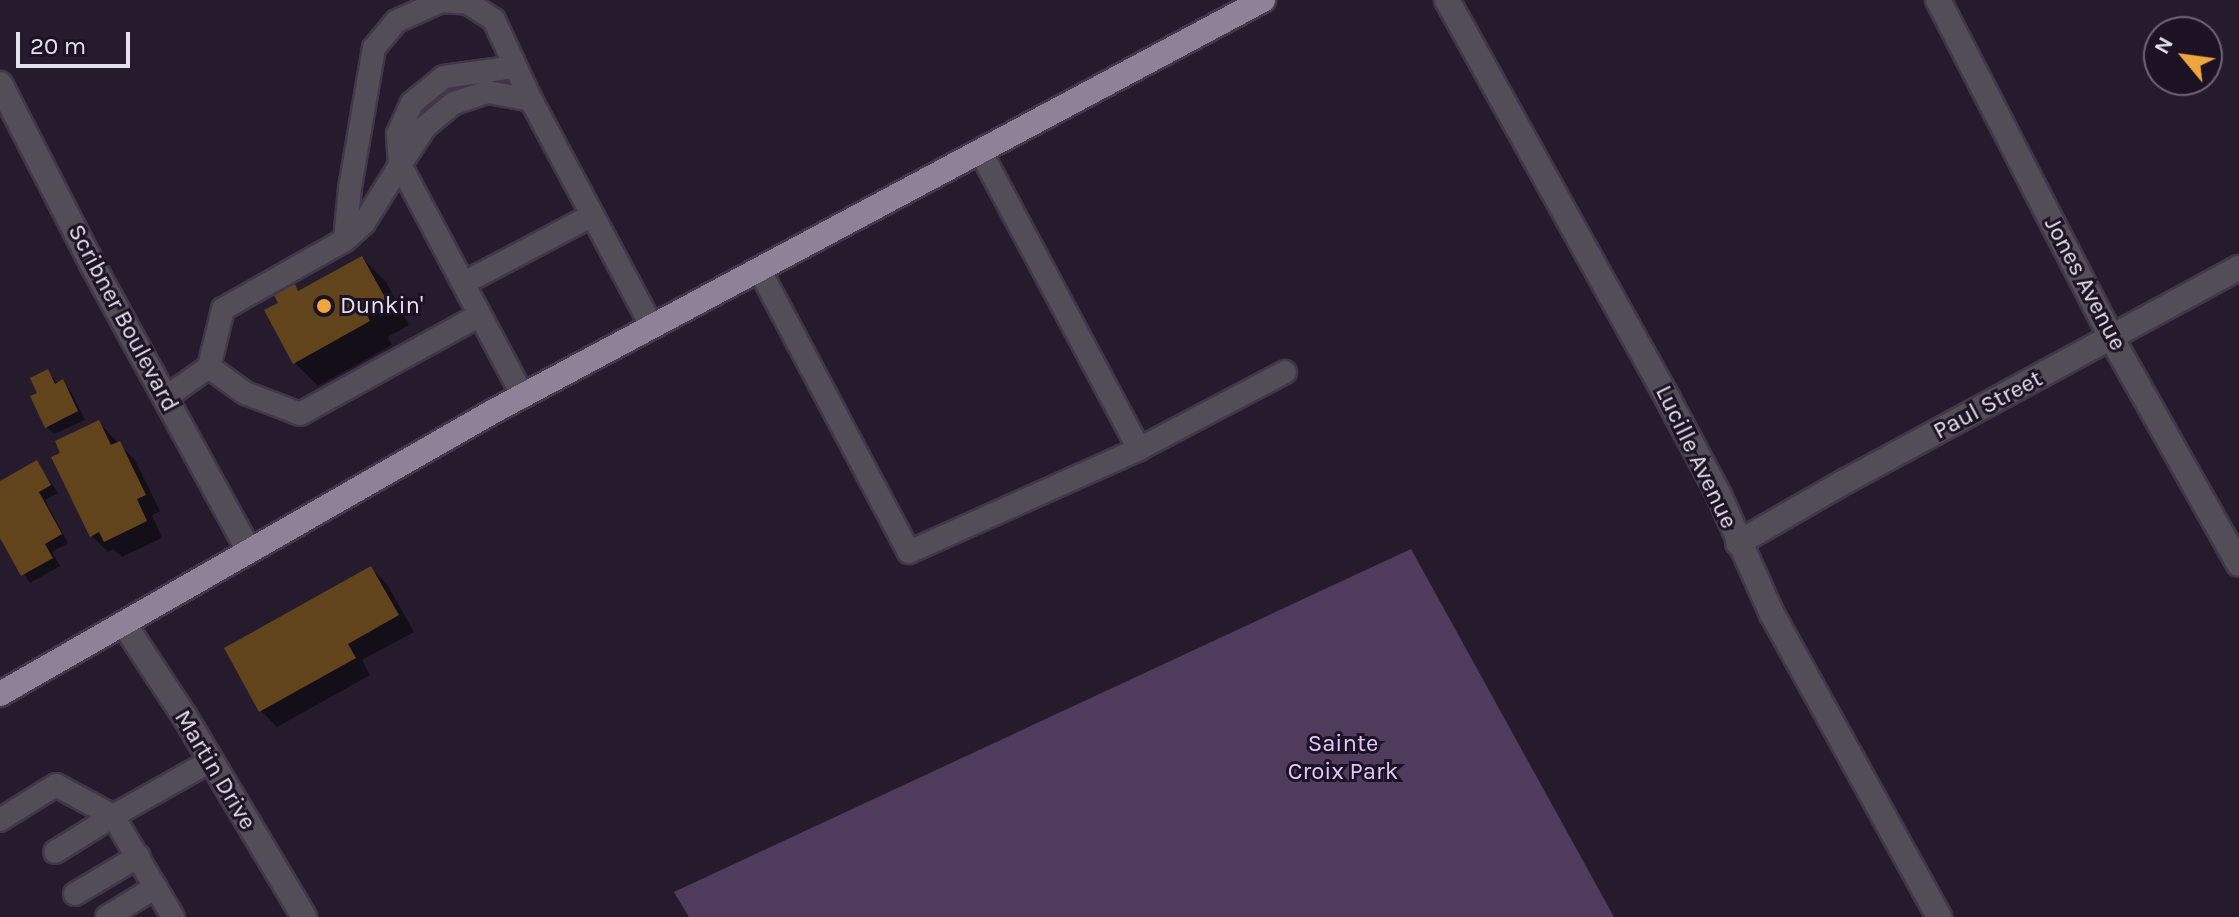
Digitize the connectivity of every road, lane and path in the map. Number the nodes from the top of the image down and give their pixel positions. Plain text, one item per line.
1 (1263, 0) edge
2 (1447, 0) edge
3 (1938, 0) edge
4 (515, 67) junction
5 (0, 84) edge
6 (531, 100) junction
7 (980, 151) junction
8 (400, 165) junction
9 (591, 216) junction
10 (345, 240) junction
11 (2239, 268) edge
12 (759, 269) junction
13 (464, 283) junction
14 (480, 315) junction
15 (652, 327) junction
16 (2112, 339) junction
17 (209, 367) junction
18 (1285, 372) dead end
19 (523, 396) junction
20 (165, 398) junction
21 (1139, 449) junction
22 (1738, 543) junction
23 (249, 551) junction
24 (2239, 564) edge
25 (124, 624) junction
26 (0, 694) edge
27 (209, 762) junction
28 (113, 816) junction
29 (0, 820) edge
30 (55, 852) dead end
31 (139, 856) junction
32 (156, 887) junction
33 (75, 894) dead end
34 (107, 917) edge
35 (173, 917) edge
36 (304, 917) edge
37 (1939, 917) edge

1 - 7 highway
2 - 22 street, Lucille Avenue
3 - 16 street, Jones Avenue
4 - 6 lane
4 - 8 lane
4 - 10 lane
5 - 20 street, Scribner Boulevard
6 - 8 lane
6 - 9 lane
7 - 12 highway
7 - 21 lane
8 - 10 lane
8 - 13 lane
9 - 13 lane
9 - 15 lane
10 - 17 lane
11 - 16 street, Paul Street
12 - 15 highway
12 - 21 lane
13 - 14 lane
14 - 17 lane
14 - 19 lane
15 - 19 highway
16 - 22 street, Paul Street
16 - 24 street, Jones Avenue
17 - 20 lane
18 - 21 lane
19 - 23 highway
20 - 23 street, Scribner Boulevard
22 - 37 street, Lucille Avenue
23 - 25 highway
25 - 26 highway
25 - 27 street, Martin Drive
27 - 28 lane
27 - 36 street, Martin Drive
28 - 29 lane
28 - 30 lane
28 - 31 lane
31 - 32 lane
31 - 33 lane
32 - 34 lane
32 - 35 lane

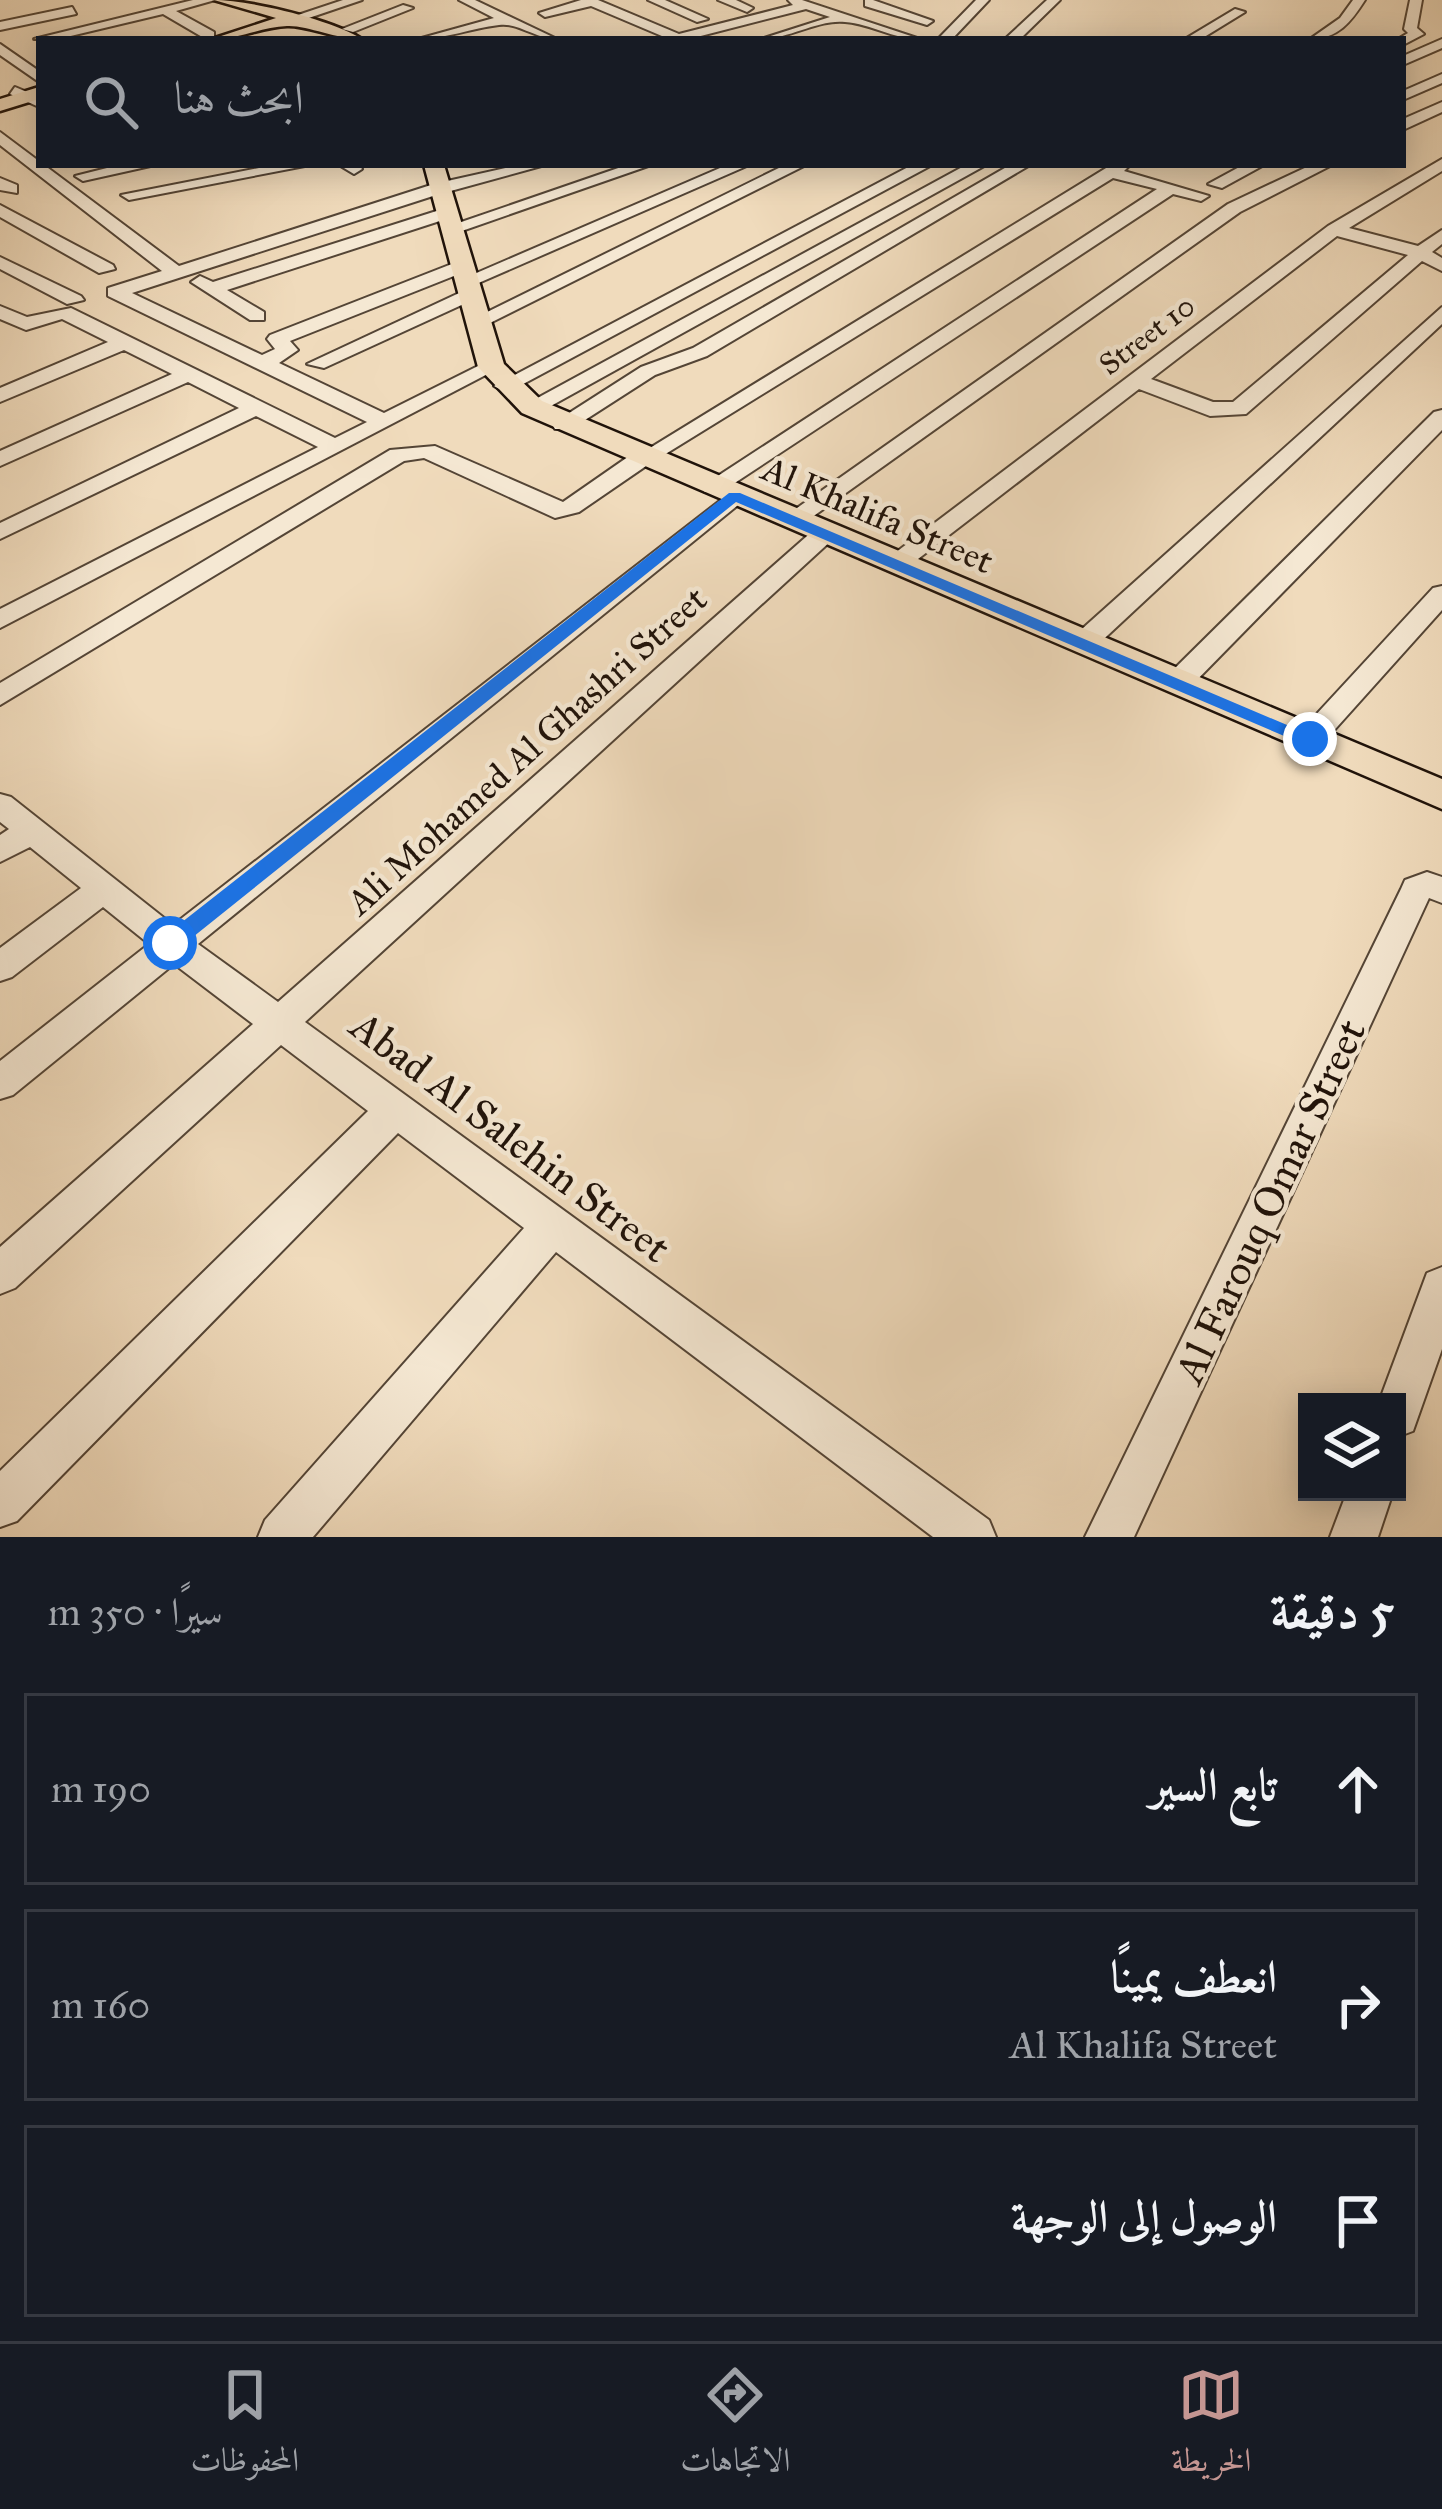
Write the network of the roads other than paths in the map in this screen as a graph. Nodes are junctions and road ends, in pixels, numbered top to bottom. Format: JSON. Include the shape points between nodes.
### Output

▸ **What the task asks**
If an entry holds a picture, skip the picture and print the rest of the data exactly.

▸ **Written answer**
Digitize the connectivity of every road, lane and path in the map. Number the nodes from the top of the image down and give their pixel positions. Plain text, one item per line.
1 (1263, 0) edge
2 (1447, 0) edge
3 (1938, 0) edge
4 (515, 67) junction
5 (0, 84) edge
6 (531, 100) junction
7 (980, 151) junction
8 (400, 165) junction
9 (591, 216) junction
10 (345, 240) junction
11 (2239, 268) edge
12 (759, 269) junction
13 (464, 283) junction
14 (480, 315) junction
15 (652, 327) junction
16 (2112, 339) junction
17 (209, 367) junction
18 (1285, 372) dead end
19 (523, 396) junction
20 (165, 398) junction
21 (1139, 449) junction
22 (1738, 543) junction
23 (249, 551) junction
24 (2239, 564) edge
25 (124, 624) junction
26 (0, 694) edge
27 (209, 762) junction
28 (113, 816) junction
29 (0, 820) edge
30 (55, 852) dead end
31 (139, 856) junction
32 (156, 887) junction
33 (75, 894) dead end
34 (107, 917) edge
35 (173, 917) edge
36 (304, 917) edge
37 (1939, 917) edge

1 - 7 highway
2 - 22 street, Lucille Avenue
3 - 16 street, Jones Avenue
4 - 6 lane
4 - 8 lane
4 - 10 lane
5 - 20 street, Scribner Boulevard
6 - 8 lane
6 - 9 lane
7 - 12 highway
7 - 21 lane
8 - 10 lane
8 - 13 lane
9 - 13 lane
9 - 15 lane
10 - 17 lane
11 - 16 street, Paul Street
12 - 15 highway
12 - 21 lane
13 - 14 lane
14 - 17 lane
14 - 19 lane
15 - 19 highway
16 - 22 street, Paul Street
16 - 24 street, Jones Avenue
17 - 20 lane
18 - 21 lane
19 - 23 highway
20 - 23 street, Scribner Boulevard
22 - 37 street, Lucille Avenue
23 - 25 highway
25 - 26 highway
25 - 27 street, Martin Drive
27 - 28 lane
27 - 36 street, Martin Drive
28 - 29 lane
28 - 30 lane
28 - 31 lane
31 - 32 lane
31 - 33 lane
32 - 34 lane
32 - 35 lane

Write the network of the roads other than paths in the map in this screen as a graph. Nodes are junctions and road ends, in pixels, numbered top to bottom. Format: JSON. Include the shape points between nodes.
### Output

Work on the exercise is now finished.